Work instructions: Below are the records; copy out every line that holds the word "querySelector".

Dataset items
━━━━━━━━
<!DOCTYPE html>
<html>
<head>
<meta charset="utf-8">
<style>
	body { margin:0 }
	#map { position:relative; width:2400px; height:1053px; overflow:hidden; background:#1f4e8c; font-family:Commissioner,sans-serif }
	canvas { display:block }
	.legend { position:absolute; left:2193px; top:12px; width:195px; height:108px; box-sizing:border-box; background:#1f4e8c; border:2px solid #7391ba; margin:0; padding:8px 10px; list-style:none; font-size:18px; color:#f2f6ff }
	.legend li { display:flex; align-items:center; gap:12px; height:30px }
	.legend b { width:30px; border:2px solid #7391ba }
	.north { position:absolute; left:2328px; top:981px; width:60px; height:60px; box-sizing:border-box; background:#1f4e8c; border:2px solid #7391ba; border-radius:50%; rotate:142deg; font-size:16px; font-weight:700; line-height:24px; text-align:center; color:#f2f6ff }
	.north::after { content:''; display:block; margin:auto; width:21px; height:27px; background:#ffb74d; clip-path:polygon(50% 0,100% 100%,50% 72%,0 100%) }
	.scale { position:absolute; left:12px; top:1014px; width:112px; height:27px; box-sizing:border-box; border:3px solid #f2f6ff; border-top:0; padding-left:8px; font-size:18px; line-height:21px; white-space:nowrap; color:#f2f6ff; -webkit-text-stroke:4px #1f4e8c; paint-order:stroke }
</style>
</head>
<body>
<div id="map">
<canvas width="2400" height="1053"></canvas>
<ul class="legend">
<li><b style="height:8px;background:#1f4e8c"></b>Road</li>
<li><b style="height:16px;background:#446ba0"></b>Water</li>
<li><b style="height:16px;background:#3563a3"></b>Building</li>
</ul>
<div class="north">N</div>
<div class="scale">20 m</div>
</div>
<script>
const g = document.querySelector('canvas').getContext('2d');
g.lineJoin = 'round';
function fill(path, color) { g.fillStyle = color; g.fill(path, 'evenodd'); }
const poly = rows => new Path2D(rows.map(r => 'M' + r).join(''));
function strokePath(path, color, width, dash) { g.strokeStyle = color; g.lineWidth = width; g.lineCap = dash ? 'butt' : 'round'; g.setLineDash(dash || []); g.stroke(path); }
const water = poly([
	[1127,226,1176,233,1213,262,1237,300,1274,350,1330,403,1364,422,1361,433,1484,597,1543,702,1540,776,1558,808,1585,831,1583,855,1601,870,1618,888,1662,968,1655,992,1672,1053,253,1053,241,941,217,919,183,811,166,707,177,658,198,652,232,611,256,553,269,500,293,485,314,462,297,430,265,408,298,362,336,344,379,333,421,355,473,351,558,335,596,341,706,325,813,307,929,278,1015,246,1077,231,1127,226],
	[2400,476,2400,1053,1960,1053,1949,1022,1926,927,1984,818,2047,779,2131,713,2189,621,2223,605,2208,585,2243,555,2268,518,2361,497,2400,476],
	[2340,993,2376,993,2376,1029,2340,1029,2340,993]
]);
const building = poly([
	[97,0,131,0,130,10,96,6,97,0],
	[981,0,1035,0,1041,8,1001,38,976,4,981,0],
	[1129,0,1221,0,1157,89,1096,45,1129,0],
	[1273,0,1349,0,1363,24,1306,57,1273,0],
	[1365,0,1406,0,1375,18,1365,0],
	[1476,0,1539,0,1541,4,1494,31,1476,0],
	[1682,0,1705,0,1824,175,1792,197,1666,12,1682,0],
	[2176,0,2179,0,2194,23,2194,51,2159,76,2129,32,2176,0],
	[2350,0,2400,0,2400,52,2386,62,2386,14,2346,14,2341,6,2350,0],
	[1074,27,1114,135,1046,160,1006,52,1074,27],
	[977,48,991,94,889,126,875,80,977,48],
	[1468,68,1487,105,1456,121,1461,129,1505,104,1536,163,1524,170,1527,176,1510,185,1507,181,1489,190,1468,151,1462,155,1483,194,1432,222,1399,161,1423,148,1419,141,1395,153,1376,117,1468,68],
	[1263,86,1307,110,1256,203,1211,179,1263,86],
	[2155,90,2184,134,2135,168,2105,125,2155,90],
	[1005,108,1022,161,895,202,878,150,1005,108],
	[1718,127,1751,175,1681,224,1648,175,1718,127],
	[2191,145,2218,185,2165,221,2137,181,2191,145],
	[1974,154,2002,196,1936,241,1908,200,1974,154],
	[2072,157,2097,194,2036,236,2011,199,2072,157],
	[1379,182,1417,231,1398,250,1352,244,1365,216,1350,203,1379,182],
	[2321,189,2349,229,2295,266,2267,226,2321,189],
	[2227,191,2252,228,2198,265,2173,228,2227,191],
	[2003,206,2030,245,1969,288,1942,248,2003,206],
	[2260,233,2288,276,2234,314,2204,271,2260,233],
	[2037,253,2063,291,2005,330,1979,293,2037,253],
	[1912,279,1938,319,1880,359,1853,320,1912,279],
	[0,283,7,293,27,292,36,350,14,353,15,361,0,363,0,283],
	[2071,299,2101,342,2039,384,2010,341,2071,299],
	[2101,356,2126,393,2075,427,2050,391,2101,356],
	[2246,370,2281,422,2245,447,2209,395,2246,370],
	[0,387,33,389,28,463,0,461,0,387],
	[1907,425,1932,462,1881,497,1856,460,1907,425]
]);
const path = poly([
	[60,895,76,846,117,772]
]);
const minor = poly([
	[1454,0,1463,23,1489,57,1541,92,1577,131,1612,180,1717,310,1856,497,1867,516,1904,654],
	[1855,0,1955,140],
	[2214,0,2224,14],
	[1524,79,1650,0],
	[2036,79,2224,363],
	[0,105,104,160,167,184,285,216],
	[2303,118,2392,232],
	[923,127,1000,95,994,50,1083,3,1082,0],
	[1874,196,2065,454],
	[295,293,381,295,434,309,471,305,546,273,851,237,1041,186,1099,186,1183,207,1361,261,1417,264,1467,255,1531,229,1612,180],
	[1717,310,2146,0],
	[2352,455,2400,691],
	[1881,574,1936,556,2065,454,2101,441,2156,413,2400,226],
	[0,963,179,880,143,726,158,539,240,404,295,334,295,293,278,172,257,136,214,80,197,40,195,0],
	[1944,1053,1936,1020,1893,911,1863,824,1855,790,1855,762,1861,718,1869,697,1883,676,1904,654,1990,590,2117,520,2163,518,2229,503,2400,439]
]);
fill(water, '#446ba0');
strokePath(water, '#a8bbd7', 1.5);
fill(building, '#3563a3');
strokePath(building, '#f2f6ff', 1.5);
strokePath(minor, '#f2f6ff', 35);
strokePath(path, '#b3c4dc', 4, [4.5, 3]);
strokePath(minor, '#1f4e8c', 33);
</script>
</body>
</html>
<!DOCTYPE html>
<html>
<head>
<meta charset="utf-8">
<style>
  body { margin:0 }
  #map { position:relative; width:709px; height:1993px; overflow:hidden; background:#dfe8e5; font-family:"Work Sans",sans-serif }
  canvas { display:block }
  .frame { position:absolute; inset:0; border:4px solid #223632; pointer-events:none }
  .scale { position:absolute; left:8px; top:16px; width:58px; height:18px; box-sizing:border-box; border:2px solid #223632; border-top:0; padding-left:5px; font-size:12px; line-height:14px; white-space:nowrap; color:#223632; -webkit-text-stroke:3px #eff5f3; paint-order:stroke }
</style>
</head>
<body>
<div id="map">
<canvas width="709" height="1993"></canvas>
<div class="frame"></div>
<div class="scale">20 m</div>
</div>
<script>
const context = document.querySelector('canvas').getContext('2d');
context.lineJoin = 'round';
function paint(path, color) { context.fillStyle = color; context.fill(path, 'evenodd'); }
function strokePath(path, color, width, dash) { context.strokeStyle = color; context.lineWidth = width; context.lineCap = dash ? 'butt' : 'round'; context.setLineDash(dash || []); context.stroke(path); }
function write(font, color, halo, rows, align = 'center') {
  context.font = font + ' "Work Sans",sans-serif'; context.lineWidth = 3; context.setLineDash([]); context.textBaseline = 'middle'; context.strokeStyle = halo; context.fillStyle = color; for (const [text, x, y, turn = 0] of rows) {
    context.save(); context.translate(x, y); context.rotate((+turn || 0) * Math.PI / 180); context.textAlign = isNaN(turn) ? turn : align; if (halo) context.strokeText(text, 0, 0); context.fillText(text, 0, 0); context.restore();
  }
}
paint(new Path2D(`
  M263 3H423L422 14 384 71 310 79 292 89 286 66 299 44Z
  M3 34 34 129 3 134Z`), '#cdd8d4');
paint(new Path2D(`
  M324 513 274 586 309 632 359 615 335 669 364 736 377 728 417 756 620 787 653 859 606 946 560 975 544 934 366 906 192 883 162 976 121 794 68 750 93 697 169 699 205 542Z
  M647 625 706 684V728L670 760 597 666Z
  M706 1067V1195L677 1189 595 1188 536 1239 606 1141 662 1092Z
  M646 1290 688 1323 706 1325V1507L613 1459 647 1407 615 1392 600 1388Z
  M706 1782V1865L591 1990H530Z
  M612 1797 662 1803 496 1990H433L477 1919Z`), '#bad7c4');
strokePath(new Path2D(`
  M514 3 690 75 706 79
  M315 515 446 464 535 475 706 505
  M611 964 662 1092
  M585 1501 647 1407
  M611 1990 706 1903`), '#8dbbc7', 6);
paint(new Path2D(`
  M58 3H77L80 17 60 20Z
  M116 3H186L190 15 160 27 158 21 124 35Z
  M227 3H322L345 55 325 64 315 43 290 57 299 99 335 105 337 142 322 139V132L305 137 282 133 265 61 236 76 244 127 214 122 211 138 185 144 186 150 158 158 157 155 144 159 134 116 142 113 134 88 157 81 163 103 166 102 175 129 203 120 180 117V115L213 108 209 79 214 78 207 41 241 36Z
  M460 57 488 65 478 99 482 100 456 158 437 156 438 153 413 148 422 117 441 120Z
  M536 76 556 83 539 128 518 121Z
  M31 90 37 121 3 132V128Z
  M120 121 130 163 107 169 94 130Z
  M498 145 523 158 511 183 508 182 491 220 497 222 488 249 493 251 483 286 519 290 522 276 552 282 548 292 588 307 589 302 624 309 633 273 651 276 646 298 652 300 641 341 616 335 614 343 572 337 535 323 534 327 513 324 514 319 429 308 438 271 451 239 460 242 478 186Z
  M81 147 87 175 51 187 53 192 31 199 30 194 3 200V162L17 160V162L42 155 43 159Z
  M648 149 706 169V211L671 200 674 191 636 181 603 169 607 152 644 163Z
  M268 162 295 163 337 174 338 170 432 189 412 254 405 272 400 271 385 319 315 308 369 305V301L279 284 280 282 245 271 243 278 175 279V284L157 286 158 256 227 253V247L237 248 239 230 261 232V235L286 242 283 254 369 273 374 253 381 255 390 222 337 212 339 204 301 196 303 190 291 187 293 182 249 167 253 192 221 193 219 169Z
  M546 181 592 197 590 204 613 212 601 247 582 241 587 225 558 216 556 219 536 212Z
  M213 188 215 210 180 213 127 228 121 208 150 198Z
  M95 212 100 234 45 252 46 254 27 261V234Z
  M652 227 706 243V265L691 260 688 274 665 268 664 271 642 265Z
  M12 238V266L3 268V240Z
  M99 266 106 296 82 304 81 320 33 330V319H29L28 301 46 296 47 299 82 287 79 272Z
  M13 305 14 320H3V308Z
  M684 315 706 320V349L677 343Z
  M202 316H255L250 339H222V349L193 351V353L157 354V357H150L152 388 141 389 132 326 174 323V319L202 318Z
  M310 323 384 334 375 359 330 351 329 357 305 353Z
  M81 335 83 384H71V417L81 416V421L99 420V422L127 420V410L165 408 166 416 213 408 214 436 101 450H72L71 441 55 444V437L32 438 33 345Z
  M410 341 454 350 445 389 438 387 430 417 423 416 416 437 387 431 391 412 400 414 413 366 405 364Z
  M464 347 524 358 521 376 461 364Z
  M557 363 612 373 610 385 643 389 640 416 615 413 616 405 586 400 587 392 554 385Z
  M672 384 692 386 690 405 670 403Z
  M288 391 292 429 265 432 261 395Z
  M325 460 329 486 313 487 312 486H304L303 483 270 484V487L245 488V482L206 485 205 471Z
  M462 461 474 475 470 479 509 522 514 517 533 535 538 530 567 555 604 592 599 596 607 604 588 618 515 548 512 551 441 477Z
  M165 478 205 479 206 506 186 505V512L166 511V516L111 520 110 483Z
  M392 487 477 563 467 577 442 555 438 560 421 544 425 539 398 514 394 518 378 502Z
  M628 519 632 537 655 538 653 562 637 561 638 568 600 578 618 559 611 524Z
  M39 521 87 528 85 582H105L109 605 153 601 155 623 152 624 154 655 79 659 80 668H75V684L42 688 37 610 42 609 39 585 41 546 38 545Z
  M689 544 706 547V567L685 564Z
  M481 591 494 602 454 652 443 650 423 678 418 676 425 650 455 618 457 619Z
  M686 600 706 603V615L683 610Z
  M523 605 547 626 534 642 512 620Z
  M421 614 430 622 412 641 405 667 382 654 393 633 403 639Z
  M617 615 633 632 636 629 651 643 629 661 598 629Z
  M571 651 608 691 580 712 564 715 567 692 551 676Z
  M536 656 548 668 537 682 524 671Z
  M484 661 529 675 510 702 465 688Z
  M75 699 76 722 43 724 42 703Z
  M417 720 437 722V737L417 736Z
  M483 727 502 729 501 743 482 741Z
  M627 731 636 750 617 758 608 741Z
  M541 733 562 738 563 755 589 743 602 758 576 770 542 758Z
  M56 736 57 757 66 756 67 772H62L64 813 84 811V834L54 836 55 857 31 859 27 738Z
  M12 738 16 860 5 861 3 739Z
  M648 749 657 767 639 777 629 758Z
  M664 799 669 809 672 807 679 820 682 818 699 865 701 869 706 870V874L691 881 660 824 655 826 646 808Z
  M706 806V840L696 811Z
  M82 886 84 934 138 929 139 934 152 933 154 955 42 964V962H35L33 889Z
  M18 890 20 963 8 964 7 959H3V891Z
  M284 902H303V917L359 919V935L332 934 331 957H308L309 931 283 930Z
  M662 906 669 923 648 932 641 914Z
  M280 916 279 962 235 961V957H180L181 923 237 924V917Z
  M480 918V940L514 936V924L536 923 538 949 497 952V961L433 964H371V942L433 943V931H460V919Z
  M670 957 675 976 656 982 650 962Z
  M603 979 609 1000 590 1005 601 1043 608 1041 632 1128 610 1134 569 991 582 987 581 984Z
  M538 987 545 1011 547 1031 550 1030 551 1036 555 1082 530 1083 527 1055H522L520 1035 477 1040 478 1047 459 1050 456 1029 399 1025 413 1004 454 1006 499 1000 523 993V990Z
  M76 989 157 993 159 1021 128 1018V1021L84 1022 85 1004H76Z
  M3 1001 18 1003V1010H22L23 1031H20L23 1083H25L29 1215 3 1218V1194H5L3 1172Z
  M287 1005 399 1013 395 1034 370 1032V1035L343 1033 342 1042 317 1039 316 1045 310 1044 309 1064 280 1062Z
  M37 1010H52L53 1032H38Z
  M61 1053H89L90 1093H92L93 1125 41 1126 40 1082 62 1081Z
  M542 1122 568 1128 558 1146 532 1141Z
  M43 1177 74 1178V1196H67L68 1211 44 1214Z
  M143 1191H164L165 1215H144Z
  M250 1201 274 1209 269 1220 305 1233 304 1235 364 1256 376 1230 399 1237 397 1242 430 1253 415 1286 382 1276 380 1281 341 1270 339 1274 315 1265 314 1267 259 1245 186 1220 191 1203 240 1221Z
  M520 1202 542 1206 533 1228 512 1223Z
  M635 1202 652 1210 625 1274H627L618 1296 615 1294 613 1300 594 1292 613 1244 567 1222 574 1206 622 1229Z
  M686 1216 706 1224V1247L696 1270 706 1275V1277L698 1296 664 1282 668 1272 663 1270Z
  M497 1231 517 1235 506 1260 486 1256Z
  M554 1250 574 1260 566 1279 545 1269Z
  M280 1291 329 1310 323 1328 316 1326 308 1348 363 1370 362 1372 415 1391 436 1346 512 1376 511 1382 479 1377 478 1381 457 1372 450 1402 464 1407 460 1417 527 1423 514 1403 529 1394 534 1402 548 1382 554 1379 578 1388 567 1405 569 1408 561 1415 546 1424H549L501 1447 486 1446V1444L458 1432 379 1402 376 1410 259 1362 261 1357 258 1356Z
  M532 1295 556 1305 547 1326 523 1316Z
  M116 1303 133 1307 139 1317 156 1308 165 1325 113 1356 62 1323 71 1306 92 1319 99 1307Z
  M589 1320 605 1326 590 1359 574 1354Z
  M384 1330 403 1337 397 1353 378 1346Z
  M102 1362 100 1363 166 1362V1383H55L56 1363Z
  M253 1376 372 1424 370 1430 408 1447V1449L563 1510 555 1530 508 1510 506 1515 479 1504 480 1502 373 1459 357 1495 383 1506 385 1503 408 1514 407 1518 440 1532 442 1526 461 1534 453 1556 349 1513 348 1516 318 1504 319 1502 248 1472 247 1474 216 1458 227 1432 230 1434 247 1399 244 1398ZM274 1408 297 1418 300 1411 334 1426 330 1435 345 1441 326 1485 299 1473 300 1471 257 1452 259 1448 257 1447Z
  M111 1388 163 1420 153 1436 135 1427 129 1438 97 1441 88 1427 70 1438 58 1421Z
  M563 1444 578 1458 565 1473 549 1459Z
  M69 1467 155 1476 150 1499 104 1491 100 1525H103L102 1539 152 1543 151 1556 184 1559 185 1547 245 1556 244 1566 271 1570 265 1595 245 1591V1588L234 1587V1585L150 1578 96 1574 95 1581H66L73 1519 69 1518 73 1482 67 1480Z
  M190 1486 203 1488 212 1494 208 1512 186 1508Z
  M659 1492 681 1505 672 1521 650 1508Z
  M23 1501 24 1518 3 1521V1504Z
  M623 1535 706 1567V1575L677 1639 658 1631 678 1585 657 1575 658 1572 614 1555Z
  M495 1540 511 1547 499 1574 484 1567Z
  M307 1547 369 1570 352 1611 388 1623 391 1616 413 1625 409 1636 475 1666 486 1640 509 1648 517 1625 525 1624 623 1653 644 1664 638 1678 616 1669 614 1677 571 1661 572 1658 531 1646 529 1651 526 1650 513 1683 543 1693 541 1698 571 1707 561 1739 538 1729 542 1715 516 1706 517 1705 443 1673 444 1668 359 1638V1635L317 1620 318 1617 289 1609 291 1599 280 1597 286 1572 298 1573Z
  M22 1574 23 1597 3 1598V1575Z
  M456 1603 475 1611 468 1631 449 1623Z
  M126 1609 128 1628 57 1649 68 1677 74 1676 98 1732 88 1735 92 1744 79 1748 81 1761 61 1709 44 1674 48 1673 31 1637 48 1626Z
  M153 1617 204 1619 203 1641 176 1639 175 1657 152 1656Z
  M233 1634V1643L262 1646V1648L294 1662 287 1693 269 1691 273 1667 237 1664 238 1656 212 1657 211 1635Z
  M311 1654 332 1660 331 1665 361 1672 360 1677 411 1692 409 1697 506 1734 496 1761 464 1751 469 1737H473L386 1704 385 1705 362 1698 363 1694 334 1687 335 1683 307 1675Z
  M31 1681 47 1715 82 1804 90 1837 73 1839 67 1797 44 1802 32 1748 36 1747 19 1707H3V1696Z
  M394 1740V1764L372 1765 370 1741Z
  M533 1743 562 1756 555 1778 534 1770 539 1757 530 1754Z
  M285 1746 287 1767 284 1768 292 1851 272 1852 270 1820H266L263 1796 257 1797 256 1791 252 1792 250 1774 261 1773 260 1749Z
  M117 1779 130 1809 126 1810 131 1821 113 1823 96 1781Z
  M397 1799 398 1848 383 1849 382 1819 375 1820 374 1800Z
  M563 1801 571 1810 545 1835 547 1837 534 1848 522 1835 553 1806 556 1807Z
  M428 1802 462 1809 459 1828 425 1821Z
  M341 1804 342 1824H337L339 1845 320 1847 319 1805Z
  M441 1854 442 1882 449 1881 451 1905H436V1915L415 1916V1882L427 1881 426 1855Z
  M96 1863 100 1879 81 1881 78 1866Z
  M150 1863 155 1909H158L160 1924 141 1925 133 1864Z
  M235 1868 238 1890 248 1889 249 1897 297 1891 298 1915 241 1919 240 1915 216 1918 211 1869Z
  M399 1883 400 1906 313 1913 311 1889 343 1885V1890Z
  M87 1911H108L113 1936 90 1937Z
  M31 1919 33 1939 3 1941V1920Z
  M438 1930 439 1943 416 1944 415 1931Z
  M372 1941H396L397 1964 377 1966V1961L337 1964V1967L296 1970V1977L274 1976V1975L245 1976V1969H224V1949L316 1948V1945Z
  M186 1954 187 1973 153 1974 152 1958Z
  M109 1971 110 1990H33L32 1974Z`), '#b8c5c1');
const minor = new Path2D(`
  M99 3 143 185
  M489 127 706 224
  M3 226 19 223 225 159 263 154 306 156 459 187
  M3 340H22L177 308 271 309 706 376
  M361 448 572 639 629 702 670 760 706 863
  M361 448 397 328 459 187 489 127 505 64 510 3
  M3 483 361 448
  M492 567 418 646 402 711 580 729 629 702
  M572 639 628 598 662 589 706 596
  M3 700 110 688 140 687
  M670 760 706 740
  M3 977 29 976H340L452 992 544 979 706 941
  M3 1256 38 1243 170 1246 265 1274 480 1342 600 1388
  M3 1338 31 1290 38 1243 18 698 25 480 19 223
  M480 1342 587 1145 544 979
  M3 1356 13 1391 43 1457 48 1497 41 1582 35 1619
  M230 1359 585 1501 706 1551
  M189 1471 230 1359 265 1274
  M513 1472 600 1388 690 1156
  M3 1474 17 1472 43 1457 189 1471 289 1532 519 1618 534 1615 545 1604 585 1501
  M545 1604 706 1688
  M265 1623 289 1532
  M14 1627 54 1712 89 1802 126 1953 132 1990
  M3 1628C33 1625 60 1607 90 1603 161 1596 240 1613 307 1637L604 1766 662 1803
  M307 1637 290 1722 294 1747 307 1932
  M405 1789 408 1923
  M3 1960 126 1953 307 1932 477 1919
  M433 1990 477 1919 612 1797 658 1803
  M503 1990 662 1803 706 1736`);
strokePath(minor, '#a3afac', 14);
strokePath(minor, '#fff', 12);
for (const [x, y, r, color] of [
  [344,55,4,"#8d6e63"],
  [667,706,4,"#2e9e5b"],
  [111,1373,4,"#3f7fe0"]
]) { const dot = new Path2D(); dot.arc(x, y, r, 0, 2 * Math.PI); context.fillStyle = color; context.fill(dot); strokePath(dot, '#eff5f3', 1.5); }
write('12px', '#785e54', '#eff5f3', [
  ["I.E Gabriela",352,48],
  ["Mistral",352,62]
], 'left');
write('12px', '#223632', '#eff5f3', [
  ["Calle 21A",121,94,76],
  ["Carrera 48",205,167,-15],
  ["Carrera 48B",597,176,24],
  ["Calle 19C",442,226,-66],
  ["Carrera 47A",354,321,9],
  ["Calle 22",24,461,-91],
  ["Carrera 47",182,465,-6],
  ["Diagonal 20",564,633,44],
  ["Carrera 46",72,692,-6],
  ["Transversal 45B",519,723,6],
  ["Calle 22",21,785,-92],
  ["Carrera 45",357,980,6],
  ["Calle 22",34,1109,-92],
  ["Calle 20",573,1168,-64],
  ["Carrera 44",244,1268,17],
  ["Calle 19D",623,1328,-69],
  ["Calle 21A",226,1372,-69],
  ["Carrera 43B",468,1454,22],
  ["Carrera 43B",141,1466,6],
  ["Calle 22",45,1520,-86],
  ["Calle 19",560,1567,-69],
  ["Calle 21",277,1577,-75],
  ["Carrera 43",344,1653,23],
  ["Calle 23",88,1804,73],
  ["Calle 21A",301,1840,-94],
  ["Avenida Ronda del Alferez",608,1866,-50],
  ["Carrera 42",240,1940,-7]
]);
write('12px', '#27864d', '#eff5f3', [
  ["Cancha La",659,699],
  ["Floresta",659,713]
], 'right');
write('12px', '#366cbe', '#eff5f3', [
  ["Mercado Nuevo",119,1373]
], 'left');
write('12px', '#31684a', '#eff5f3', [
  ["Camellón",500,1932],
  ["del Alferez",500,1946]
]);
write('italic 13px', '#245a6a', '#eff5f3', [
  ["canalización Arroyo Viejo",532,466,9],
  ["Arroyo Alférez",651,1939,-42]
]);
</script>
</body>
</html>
━━━━━━━━
The answer:
const g = document.querySelector('canvas').getContext('2d');
const context = document.querySelector('canvas').getContext('2d');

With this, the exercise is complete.